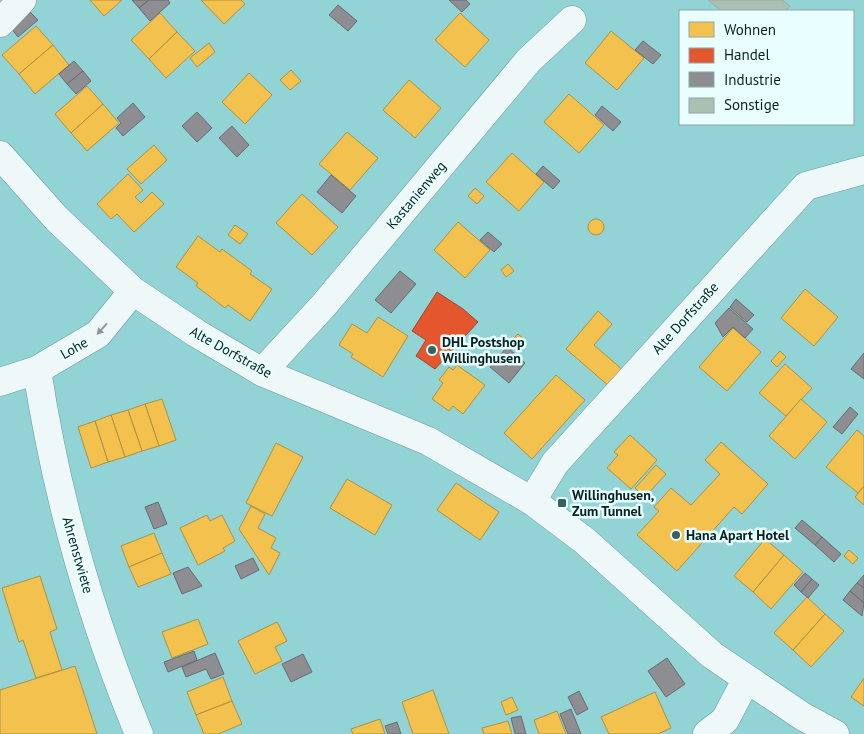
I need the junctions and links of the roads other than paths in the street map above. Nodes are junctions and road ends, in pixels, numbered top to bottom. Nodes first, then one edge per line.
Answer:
1 (22, 0) edge
2 (572, 20) dead end
3 (0, 23) edge
4 (0, 155) edge
5 (864, 170) edge
6 (133, 291) junction
7 (37, 370) junction
8 (262, 372) junction
9 (0, 382) edge
10 (532, 501) junction
11 (746, 680) junction
12 (722, 729) edge
13 (139, 734) edge
14 (835, 734) edge

1 - 3 street
2 - 8 street, Kastanienweg
4 - 6 street, Alte Dorfstraße
5 - 10 street, Alte Dorfstraße
6 -> 7 street, Lohe
6 - 8 street, Alte Dorfstraße
7 - 9 street, Lohe
7 - 13 street, Ahrenstwiete
8 - 10 street, Alte Dorfstraße
10 - 11 street, Alte Dorfstraße
11 - 12 street
11 - 14 street, Alte Dorfstraße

○ ○ ○ ○

• _TASK OBJECTIVE_:
Without including any picture, output all the material exactly as it appears.

• _SOLUTION_:
I need the junctions and links of the roads other than paths in the street map above. Nodes are junctions and road ends, in pixels, numbered top to bottom. Nodes first, then one edge per line.
Answer:
1 (22, 0) edge
2 (572, 20) dead end
3 (0, 23) edge
4 (0, 155) edge
5 (864, 170) edge
6 (133, 291) junction
7 (37, 370) junction
8 (262, 372) junction
9 (0, 382) edge
10 (532, 501) junction
11 (746, 680) junction
12 (722, 729) edge
13 (139, 734) edge
14 (835, 734) edge

1 - 3 street
2 - 8 street, Kastanienweg
4 - 6 street, Alte Dorfstraße
5 - 10 street, Alte Dorfstraße
6 -> 7 street, Lohe
6 - 8 street, Alte Dorfstraße
7 - 9 street, Lohe
7 - 13 street, Ahrenstwiete
8 - 10 street, Alte Dorfstraße
10 - 11 street, Alte Dorfstraße
11 - 12 street
11 - 14 street, Alte Dorfstraße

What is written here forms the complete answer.